The college experience is different for everyone – and over before you know it! By the time you get to your senior year in college, you will have spent hours studying and writing, all in preparation for what comes after college – wouldn’t it be great to have a little piece of college to take with you, your academic masterpiece, a nice reminder of where you’ve been and what you’ve achieved?

Doug Plummer
Forget blue books, last minute cram sessions, number two pencils, and everything in between – at St John’s College, in Annapolis, Maryland and Sante Fe, New Mexico, the Senior Class is part of a very small group of undergraduate students that don’t take a final exam! Sound too good to be true? Not if you like public speaking, debate – and a small audience!
St John’s College is a Great Books College so Seniors don’t have a final exam – they have an Examination. St John’s College Seniors get a four week break from seminar and a three week break from tutorial to focus on writing their Senior Essay – a 20,000 word thesis, a true work of art!
Previous student titles include “Kant goes to Copenhagen: Quantum Mechanics and the Possibility of Free Will,” “Insects to Onions: An Exploration of One Man’s Transition from Shame to Joy in the Brothers Karamazov,” and “The Metaphysics of Art and Suffering: The Beautiful in Hegel’s Account of Painting.”
If that gives you any clue: this senior thesis are taken very seriously. In fact – the defending student and tutors (what St John’s College calls faculty members) get all dressed up into full academic regalia: robes, tassels — the works!
After they enter the examination room together, the committee chair announces the student to the assembled crowd, which most likely contain the student’s tutors, friends (for moral support), and/or parents – even the general public wants to sit in! No pressure, right?

Doug Plummer
Rosemary Harty, the Communications Director at SJC elaborated, “Each student begins by reading his or her précis, an abstract outlining the argument. For the next hour, the student and tutors engage in a conversation about the paper, the questions it raises, the implications of the student’s thesis, and whatever larger questions arise.”

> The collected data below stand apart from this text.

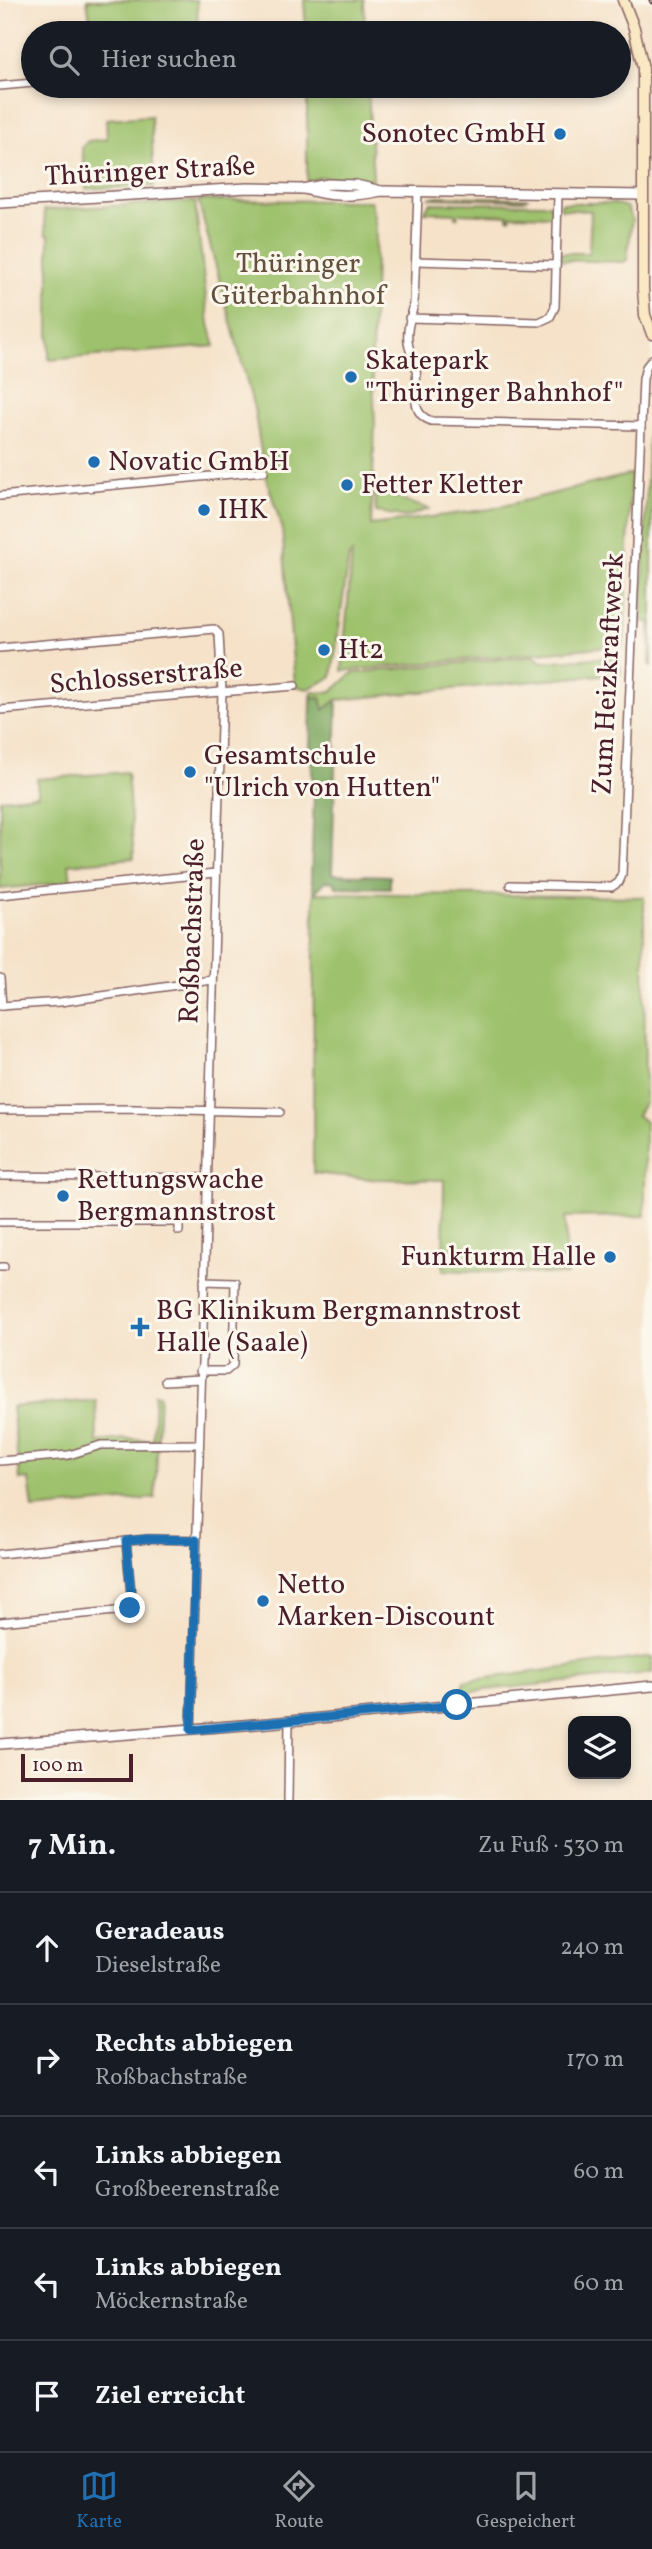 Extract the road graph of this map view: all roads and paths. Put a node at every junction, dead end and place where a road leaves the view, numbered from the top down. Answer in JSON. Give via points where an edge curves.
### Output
{"nodes":[{"id":1,"x":623,"y":0,"type":"edge"},
{"id":2,"x":21,"y":84,"type":"edge"},
{"id":3,"x":0,"y":86,"type":"edge"},
{"id":4,"x":418,"y":192,"type":"junction"},
{"id":5,"x":558,"y":195,"type":"junction"},
{"id":6,"x":643,"y":195,"type":"junction"},
{"id":7,"x":0,"y":203,"type":"edge"},
{"id":8,"x":416,"y":261,"type":"junction"},
{"id":9,"x":556,"y":265,"type":"junction"},
{"id":10,"x":409,"y":318,"type":"junction"},
{"id":11,"x":652,"y":334,"type":"edge"},
{"id":12,"x":652,"y":359,"type":"edge"},
{"id":13,"x":641,"y":426,"type":"junction"},
{"id":14,"x":264,"y":471,"type":"dead end"},
{"id":15,"x":0,"y":496,"type":"edge"},
{"id":16,"x":0,"y":648,"type":"edge"},
{"id":17,"x":295,"y":686,"type":"dead end"},
{"id":18,"x":222,"y":691,"type":"junction"},
{"id":19,"x":0,"y":710,"type":"edge"},
{"id":20,"x":216,"y":873,"type":"junction"},
{"id":21,"x":510,"y":885,"type":"dead end"},
{"id":22,"x":0,"y":895,"type":"edge"},
{"id":23,"x":0,"y":978,"type":"edge"},
{"id":24,"x":212,"y":980,"type":"junction"},
{"id":25,"x":1,"y":1006,"type":"edge"},
{"id":26,"x":0,"y":1110,"type":"edge"},
{"id":27,"x":208,"y":1111,"type":"junction"},
{"id":28,"x":280,"y":1112,"type":"dead end"},
{"id":29,"x":0,"y":1176,"type":"edge"},
{"id":30,"x":206,"y":1178,"type":"junction"},
{"id":31,"x":0,"y":1222,"type":"edge"},
{"id":32,"x":179,"y":1231,"type":"dead end"},
{"id":33,"x":204,"y":1281,"type":"junction"},
{"id":34,"x":200,"y":1375,"type":"junction"},
{"id":35,"x":166,"y":1381,"type":"dead end"},
{"id":36,"x":199,"y":1444,"type":"junction"},
{"id":37,"x":0,"y":1461,"type":"edge"},
{"id":38,"x":196,"y":1540,"type":"junction"},
{"id":39,"x":126,"y":1541,"type":"junction"},
{"id":40,"x":0,"y":1553,"type":"edge"},
{"id":41,"x":0,"y":1622,"type":"edge"},
{"id":42,"x":650,"y":1686,"type":"edge"},
{"id":43,"x":289,"y":1721,"type":"junction"},
{"id":44,"x":191,"y":1730,"type":"junction"},
{"id":45,"x":0,"y":1744,"type":"edge"},
{"id":46,"x":288,"y":1800,"type":"edge"}],
"edges":[{"from":1,"to":6,"type":"main road","via":[[643,68]]},
{"from":2,"to":3,"type":"street"},
{"from":4,"to":5,"type":"street","name":"Thüringer Straße"},
{"from":4,"to":7,"type":"street","name":"Thüringer Straße","via":[[356,196],[302,189],[236,189]]},
{"from":4,"to":8,"type":"street"},
{"from":5,"to":6,"type":"street","name":"Thüringer Straße"},
{"from":5,"to":9,"type":"street"},
{"from":6,"to":11,"type":"main road","via":[[643,300]]},
{"from":8,"to":9,"type":"street"},
{"from":8,"to":10,"type":"street"},
{"from":9,"to":10,"type":"street","via":[[555,307],[545,321]]},
{"from":10,"to":13,"type":"street","via":[[416,406],[424,418]]},
{"from":12,"to":13,"type":"street","name":"Zum Heizkraftwerk","via":[[643,379]]},
{"from":13,"to":21,"type":"street","name":"Zum Heizkraftwerk","via":[[622,875],[612,887]]},
{"from":14,"to":15,"type":"street"},
{"from":16,"to":18,"type":"street","name":"Roßbachstraße","via":[[214,629],[219,634]]},
{"from":17,"to":18,"type":"street","name":"Schlosserstraße"},
{"from":18,"to":19,"type":"street","name":"Schlosserstraße"},
{"from":18,"to":20,"type":"street","name":"Roßbachstraße"},
{"from":20,"to":22,"type":"street"},
{"from":20,"to":24,"type":"street","name":"Roßbachstraße"},
{"from":23,"to":25,"type":"street"},
{"from":24,"to":25,"type":"street"},
{"from":24,"to":27,"type":"street","name":"Roßbachstraße"},
{"from":26,"to":27,"type":"street"},
{"from":27,"to":28,"type":"street"},
{"from":27,"to":30,"type":"street","name":"Roßbachstraße"},
{"from":29,"to":30,"type":"street"},
{"from":30,"to":33,"type":"street","name":"Roßbachstraße"},
{"from":31,"to":32,"type":"street","via":[[179,1222]]},
{"from":33,"to":34,"type":"street","name":"Roßbachstraße"},
{"from":33,"to":34,"type":"street","via":[[235,1282],[233,1365],[226,1371]]},
{"from":34,"to":35,"type":"street"},
{"from":34,"to":36,"type":"street","name":"Roßbachstraße"},
{"from":36,"to":37,"type":"street","via":[[101,1445],[69,1455]]},
{"from":36,"to":38,"type":"street","name":"Roßbachstraße"},
{"from":38,"to":39,"type":"street"},
{"from":38,"to":44,"type":"street","name":"Roßbachstraße"},
{"from":39,"to":40,"type":"street"},
{"from":39,"to":41,"type":"street","via":[[132,1604],[126,1610]]},
{"from":42,"to":43,"type":"street"},
{"from":43,"to":44,"type":"street"},
{"from":43,"to":46,"type":"street"},
{"from":44,"to":45,"type":"street"}]} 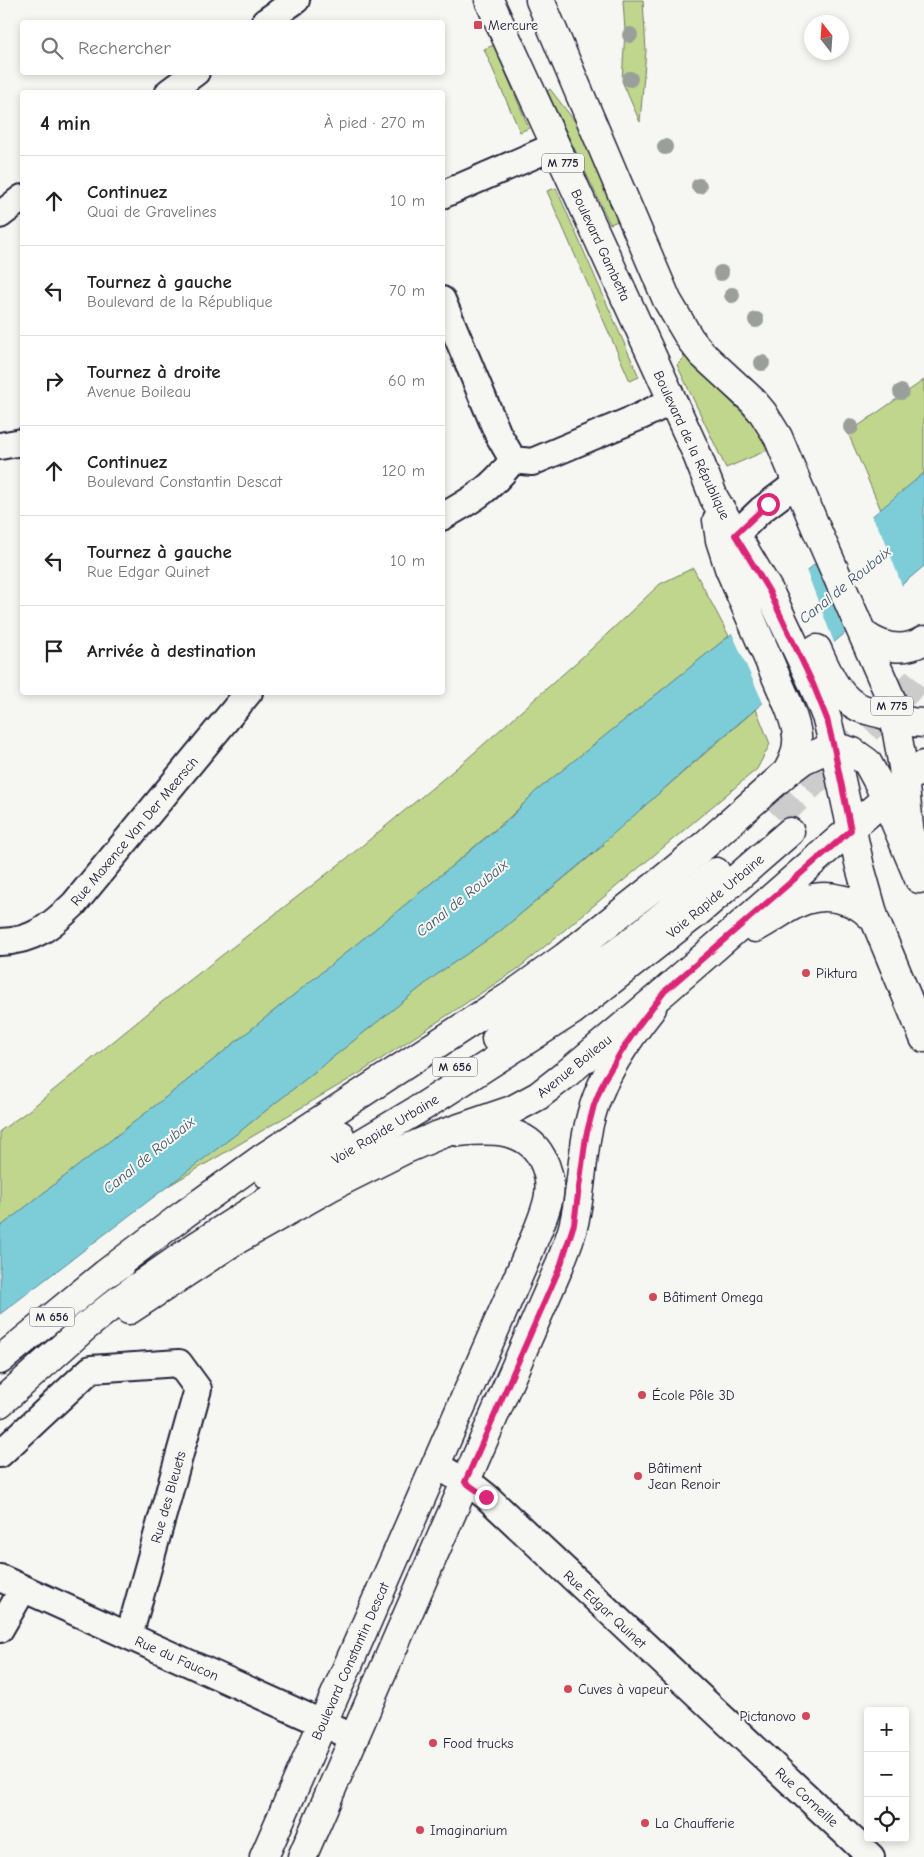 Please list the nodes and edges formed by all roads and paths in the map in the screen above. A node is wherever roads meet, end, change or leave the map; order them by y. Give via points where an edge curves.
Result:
1 (296, 0) edge
2 (489, 0) edge
3 (540, 0) edge
4 (268, 20) edge
5 (192, 75) edge
6 (172, 90) edge
7 (555, 146) junction
8 (445, 194) edge
9 (20, 200) edge
10 (0, 215) edge
11 (445, 307) edge
12 (638, 326) joint
13 (672, 401) junction
14 (20, 442) edge
15 (0, 446) edge
16 (513, 460) junction
17 (797, 483) junction
18 (714, 498) junction
19 (445, 515) edge
20 (735, 535) junction
21 (748, 573) junction
22 (863, 634) junction
23 (924, 640) edge
24 (821, 679) junction
25 (247, 695) edge
26 (895, 718) junction
27 (924, 723) edge
28 (834, 748) junction
29 (787, 772) junction
30 (905, 782) edge
31 (851, 830) junction
32 (921, 885) edge
33 (875, 920) junction
34 (0, 942) edge
35 (690, 969) junction
36 (665, 991) junction
37 (924, 1038) edge
38 (439, 1135) junction
39 (545, 1209) junction
40 (574, 1224) junction
41 (105, 1274) junction
42 (0, 1360) edge
43 (0, 1403) edge
44 (0, 1407) edge
45 (0, 1454) edge
46 (436, 1465) junction
47 (465, 1482) junction
48 (12, 1584) edge
49 (0, 1629) edge
50 (129, 1636) junction
51 (322, 1723) junction
52 (355, 1738) junction
53 (743, 1738) joint
54 (264, 1857) edge
55 (302, 1857) edge
56 (871, 1857) edge

1 - 4 street
2 - 7 main road, Boulevard Gambetta / M 775
3 - 17 main road, M 775 via 676,316 702,354 768,419
5 - 6 street
7 - 8 street
7 - 12 main road, Boulevard Gambetta / M 775
9 - 10 street
11 - 16 street via 498,434
12 - 13 main road, Boulevard de la République / M 775
13 - 16 street via 532,462
13 - 18 main road, Boulevard de la République / M 775
14 - 15 street
16 - 19 street via 498,480
17 - 20 street
17 - 22 main road, M 775
18 - 20 main road, Boulevard de la République / M 775
18 - 21 main road, M 775 via 720,540
20 - 21 main road, Boulevard de la République / M 775
21 - 24 main road, M 775 via 796,608 807,626
21 - 29 main road, M 775 via 798,738 796,753
22 - 23 main road via 893,647 910,646
22 - 26 main road, M 775 via 891,699
24 - 26 main road via 862,709
24 - 28 main road, M 775
25 - 34 street, Rue Maxence Van Der Meersch via 74,904 53,924 35,935 19,941
26 - 27 main road
26 - 30 main road, M 775
28 - 29 main road via 803,760
28 - 30 main road via 846,748 860,756 873,771
28 - 31 main road, M 775
29 - 41 main road via 706,844 565,957 262,1159
30 - 31 main road, Avenue Boileau
30 - 32 main road
31 - 33 main road, M 775
31 - 35 main road, Avenue Boileau
33 - 35 main road, M 775 via 865,909 851,902 834,897 813,897 788,908
33 - 37 main road, M 775
35 - 36 main road, Avenue Boileau
36 - 38 main road, Avenue Boileau via 538,1096 512,1110
36 - 40 main road via 618,1057 594,1105 586,1136
38 - 39 main road, Boulevard Constantin Descat via 500,1130 528,1140 539,1151 547,1167 550,1182
38 - 44 main road via 374,1163 231,1242 90,1336
39 - 40 street
39 - 46 main road, Boulevard Constantin Descat
40 - 47 main road via 560,1267
41 - 42 main road, Voie Rapide Urbaine / M 656
41 - 43 main road, Voie Rapide Urbaine / M 656 via 463,1062 626,946 727,863 783,825 698,912 572,1011 198,1245 119,1300
45 - 50 street, Rue des Bleuets via 91,1369 179,1363 198,1389
46 - 47 street
46 - 51 main road, Boulevard Constantin Descat
47 - 52 main road
47 - 53 street, Rue Edgar Quinet via 486,1497
48 - 49 street
48 - 50 street, Rue du Faucon
50 - 51 street, Rue du Faucon
51 - 52 street, Rue du Faucon
51 - 54 main road, Boulevard Constantin Descat
52 - 55 main road
53 - 56 street, Rue Corneille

“After the Oral, the examined student usually celebrates with friends while the committee of tutors meets to discuss the Oral and decide whether the test has been passed.” We know – it sounds intense, but, as Ms Harty pointed out, “students describe it as one of the most exhilarating experiences of their academic career.” Think about it – when was the last time you gave your brain a workout? When did you last develop and explore an idea – then had a chance to really illustrate your ideas to others?
Of course, it isn’t all work, work, work. After the Senior Examination, students join the on-campus party which includes the ever-anticipated Junior Skit, where Juniors poke a little fun at the Seniors’ expense – and then dance ‘til dawn! If that doesn’t sound like a great note to end your college career on, then — we just don’t know what is!